Consumer Reports: 'Fun Size' Snickers Actually Less Fun
While rummaging through the last remnants of his Halloween candy yesterday, ten year-old Bobby Schwank made a startling revelation.
"I went to eat a small Snickers bar, and I noticed on the wrapper that it said 'Fun Size'," he told us, struggling to choke back tears. "So I thought, 'Hey, maybe there's a toy or something inside.'"
But upon unwrapping the candy, Schwank discovered no toy, multicolored wrapper, contest, differently colored chocolate, drugs, or anything else that could've made the bar more fun for him to eat. Concluding that perhaps the additional fun lay in the bar's taste, Schwank ate the candy...and then burst into tears.
"The candy still tasted good," he said, burrowing his face in his hands. "But there was less of it. It was less fun."
Could it be that Mars, Inc, the company responsible for Snickers, gave the candy bar a "Fun Size" label despite the bar actually being less fun to eat due to its diminutive size? Company spokesman Jerold Carter commented, "Get the hell out of my office."
"Who the hell let you in here with that question?" he demanded, the blood draining from his face. "That bitch secretary? She's fired!

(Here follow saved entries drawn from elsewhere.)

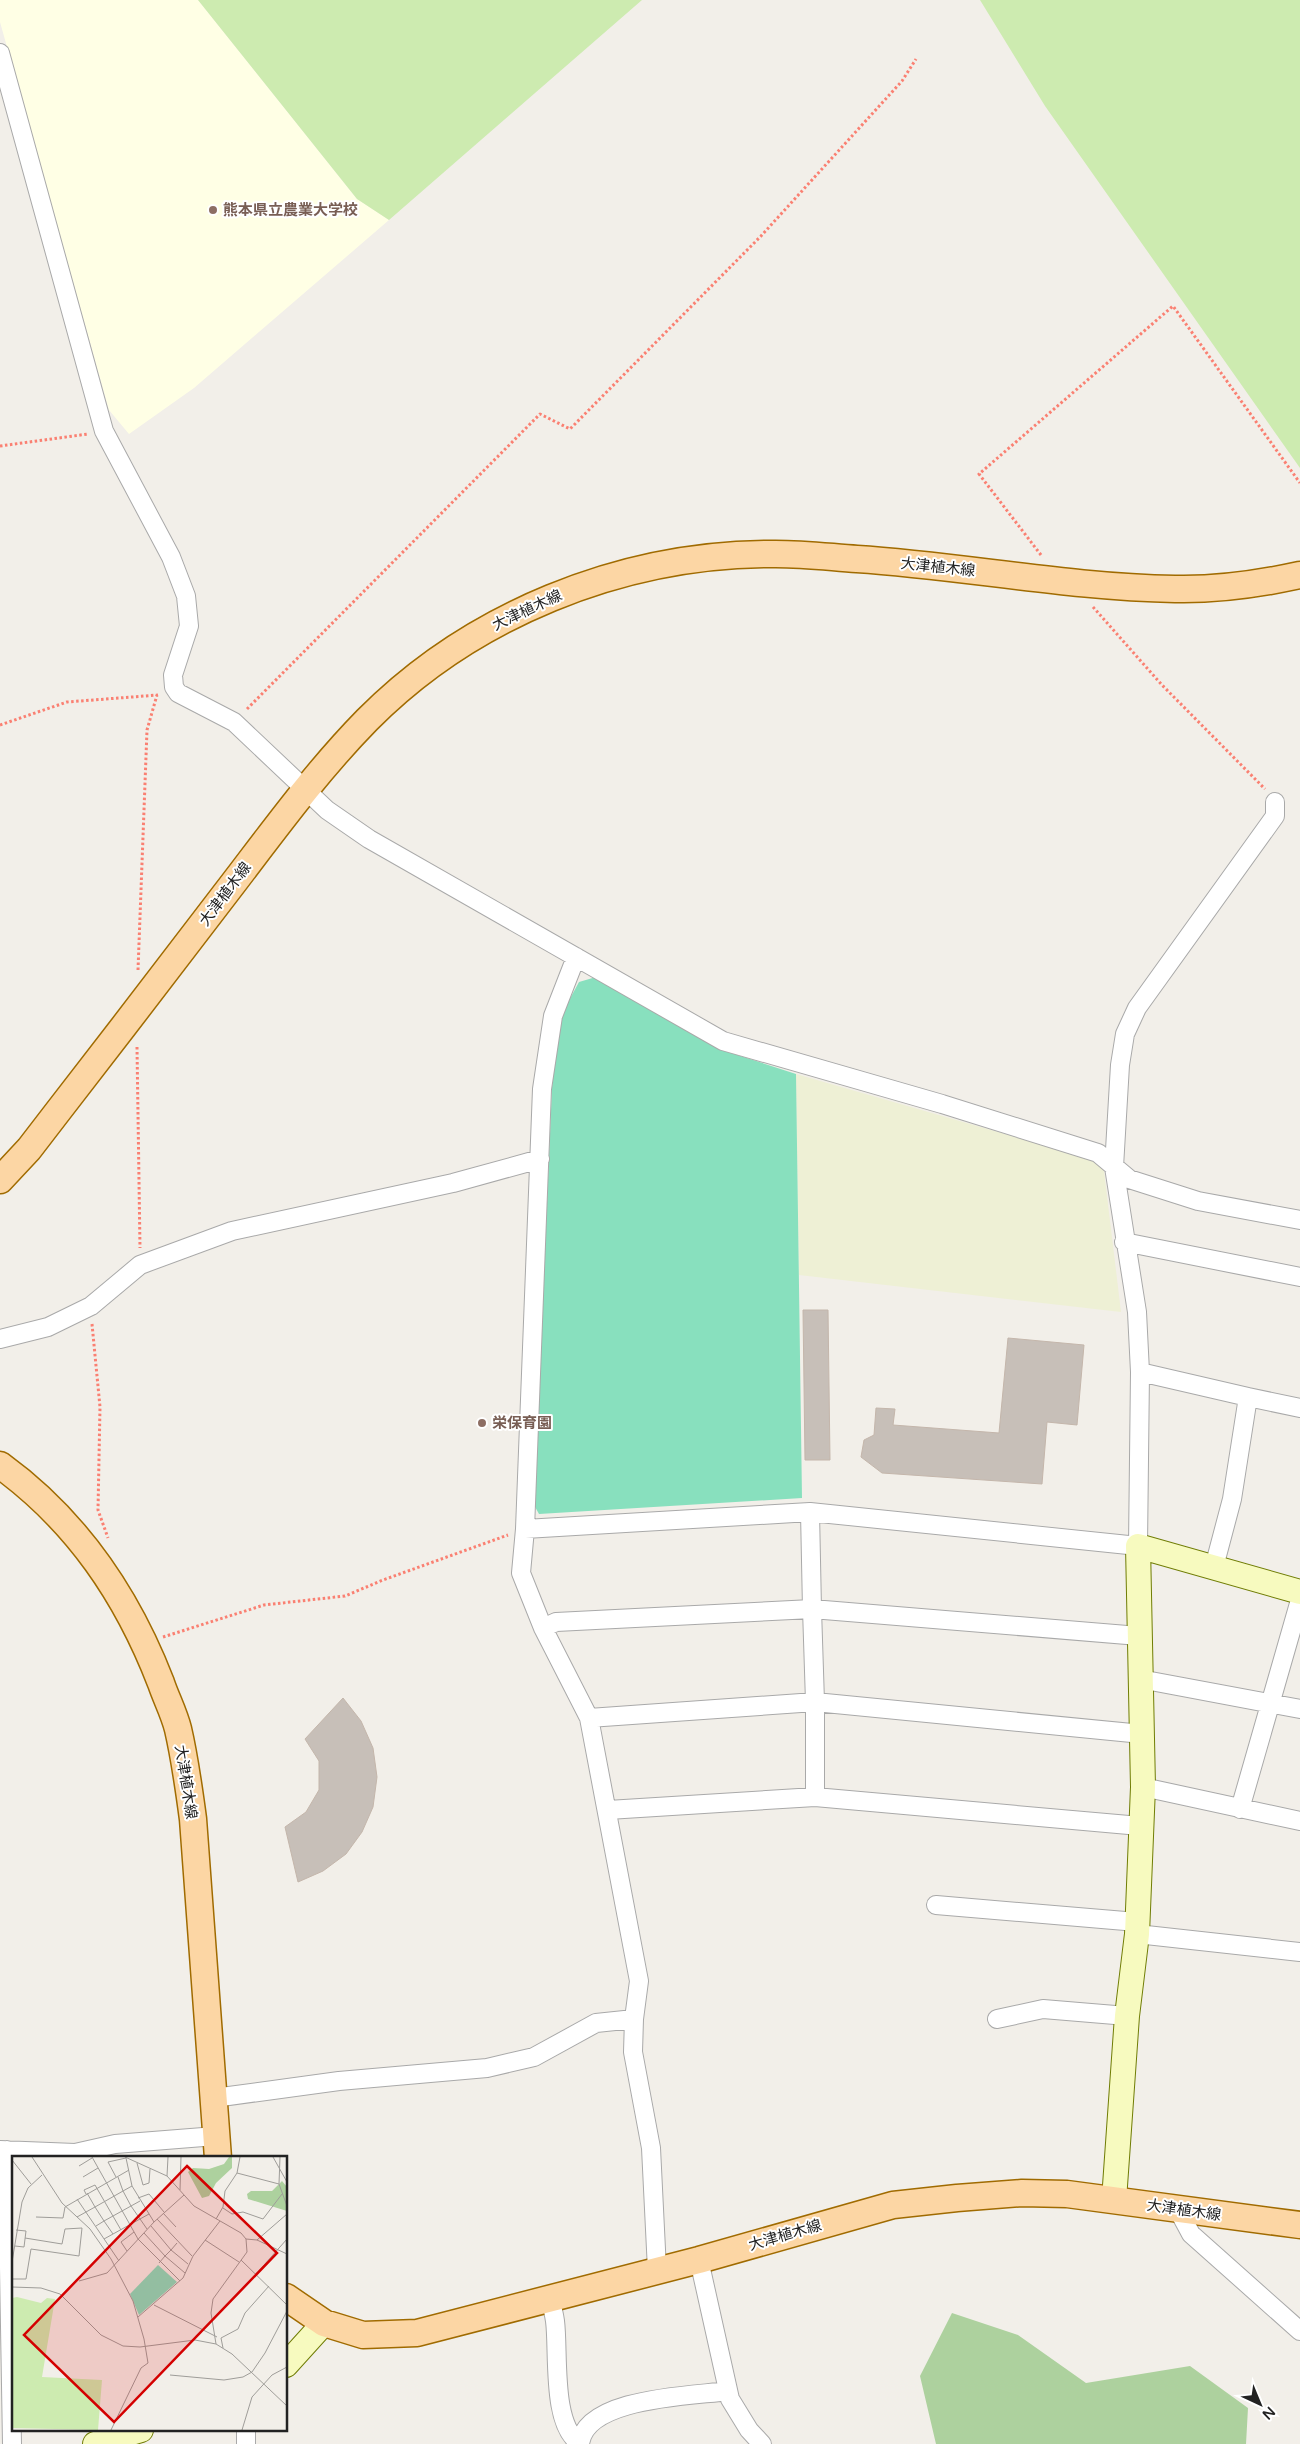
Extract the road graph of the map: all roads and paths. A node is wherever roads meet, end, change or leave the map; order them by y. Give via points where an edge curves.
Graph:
1 (0, 53) edge
2 (916, 59) dead end
3 (104, 432) junction
4 (0, 446) edge
5 (1300, 483) edge
6 (1300, 576) edge
7 (1040, 578) junction
8 (1084, 583) junction
9 (157, 695) dead end
10 (234, 722) junction
11 (0, 725) edge
12 (305, 790) junction
13 (1275, 802) joint
14 (576, 957) junction
15 (540, 1159) junction
16 (1114, 1168) junction
17 (0, 1180) edge
18 (1300, 1220) edge
19 (1124, 1242) junction
20 (1300, 1277) edge
21 (90, 1306) junction
22 (0, 1339) edge
23 (1140, 1372) junction
24 (1248, 1397) junction
25 (1300, 1408) edge
26 (0, 1465) edge
27 (810, 1512) junction
28 (525, 1529) junction
29 (109, 1542) dead end
30 (1138, 1546) junction
31 (1214, 1566) junction
32 (1300, 1592) edge
33 (1300, 1600) edge
34 (812, 1609) junction
35 (543, 1628) junction
36 (1139, 1636) junction
37 (145, 1640) junction
38 (1140, 1678) junction
39 (815, 1702) junction
40 (1271, 1702) junction
41 (1300, 1709) edge
42 (589, 1718) junction
43 (1142, 1734) junction
44 (1143, 1787) junction
45 (815, 1797) junction
46 (1240, 1809) junction
47 (608, 1810) junction
48 (1300, 1821) edge
49 (1140, 1826) junction
50 (936, 1905) dead end
51 (1137, 1928) junction
52 (1300, 1952) edge
53 (1127, 2016) junction
54 (634, 2019) junction
55 (997, 2019) dead end
56 (214, 2098) junction
57 (217, 2147) edge
58 (4, 2150) edge
59 (1114, 2200) junction
60 (1177, 2208) junction
61 (1300, 2225) edge
62 (699, 2260) junction
63 (656, 2270) junction
64 (288, 2298) edge
65 (550, 2299) junction
66 (324, 2323) junction
67 (1300, 2331) edge
68 (288, 2363) edge
69 (728, 2391) junction
70 (134, 2432) edge
71 (12, 2444) edge
72 (94, 2444) edge
73 (580, 2444) edge
74 (762, 2444) edge

1 - 3 street
2 - 10 path via 902,81 761,236 570,429 540,414
3 - 4 path
3 - 10 street via 171,557 186,596 189,626 173,675 174,687 178,693
5 - 7 path via 1174,306 979,474 1042,558
6 - 8 main road, 大津植木線 via 1210,588
7 - 8 main road, 大津植木線
7 - 12 main road, 大津植木線 via 880,561 770,554 680,562 599,581 522,611 482,631 437,661 367,720
8 - 13 path via 1088,602 1162,685
9 - 11 path via 67,702
10 - 12 street
12 - 14 street via 327,810 369,839
12 - 17 main road, 大津植木線 via 53,1118
13 - 16 street via 1275,816 1137,1008 1125,1034
14 - 15 street via 553,1016 542,1088
14 - 16 street via 723,1041 1089,1150 1098,1153
15 - 21 street via 453,1183 232,1231 140,1265
15 - 28 street
16 - 18 street via 1129,1179 1198,1201
16 - 19 street
19 - 20 street
19 - 23 street via 1137,1312
21 - 22 street via 48,1327
21 - 29 path via 100,1408 98,1510
23 - 24 street
23 - 30 street
24 - 25 street
24 - 31 street via 1232,1499
26 - 37 main road, 大津植木線 via 55,1513 95,1558
27 - 28 street
27 - 30 street
27 - 34 street
28 - 35 street via 521,1573
28 - 37 path via 346,1596 264,1605
30 - 31 street
30 - 36 street
31 - 32 street
33 - 40 street
34 - 35 street via 556,1622
34 - 36 street
34 - 39 street
35 - 42 street
36 - 38 street
37 - 56 main road, 大津植木線 via 177,1727 188,1773
38 - 40 street
38 - 43 street
39 - 42 street
39 - 43 street
39 - 45 street
40 - 41 street
40 - 46 street
42 - 47 street
43 - 44 street
44 - 46 street
44 - 49 street
45 - 47 street
45 - 49 street
46 - 48 street
47 - 54 street via 639,1981
49 - 51 street
50 - 51 street
51 - 52 street
51 - 53 street
53 - 55 street via 1043,2009
53 - 59 street
54 - 56 street via 596,2024 534,2057 487,2068 340,2081
54 - 63 street via 634,2052 651,2148
56 - 57 main road, 大津植木線
57 - 58 street via 115,2144 75,2153
58 - 71 street
59 - 60 main road, 大津植木線
59 - 62 main road, 大津植木線 via 1022,2193 893,2205
60 - 61 main road, 大津植木線
60 - 67 street via 1191,2234
62 - 63 main road, 大津植木線
62 - 69 street
63 - 65 main road, 大津植木線
64 - 66 main road, 大津植木線
65 - 66 main road, 大津植木線 via 417,2333 363,2334
65 - 73 street via 555,2320 558,2395 569,2430
66 - 68 street
69 - 73 street via 625,2405 592,2424 581,2437
69 - 74 street via 730,2400 749,2430
70 - 72 street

DO YOU HEAR ME?"
Hours later, perhaps as a response from our reporters' visit, the company issued a press release on Fun Size Snickers.
"There has been some recent controversy over whether or not Fun Size Snickers are more fun than their normal-sized counterparts," the release read. "The answer, of course, is yes: much more fun."
That explanation may be good for some, but for children such as Bobby Schwank, it's not enough.
"I like candy," he explained. "So if I had four or five bites of Snickers instead of only one or two, I would be having more fun."
The Parental Watchdog Association agreed, vowing not to stop until the answer to Bobby's distress is uncovered.
"This kind of mistreatment of our children is unacceptable," a spokeswoman said. "I'm sure it somehow ties back into violent video games, too, so we're just going to go ahead and incorporate those into this crusade as well."
With a little luck, she said, Fun Size Snickers would end up where they belong: out of the country.
"This is the kind of thing they would appreciate in Africa or China or something, not here," she said. "I say we should gather up all the Fun Size Snickers we can find, put them in a plane, and drop them on some third-world country. Let them deal with it."
Amar Jbmial, a ten year-old boy in Somalia, agreed.
"Please let me have the less-fun candy," he pleaded. "I am so hungry."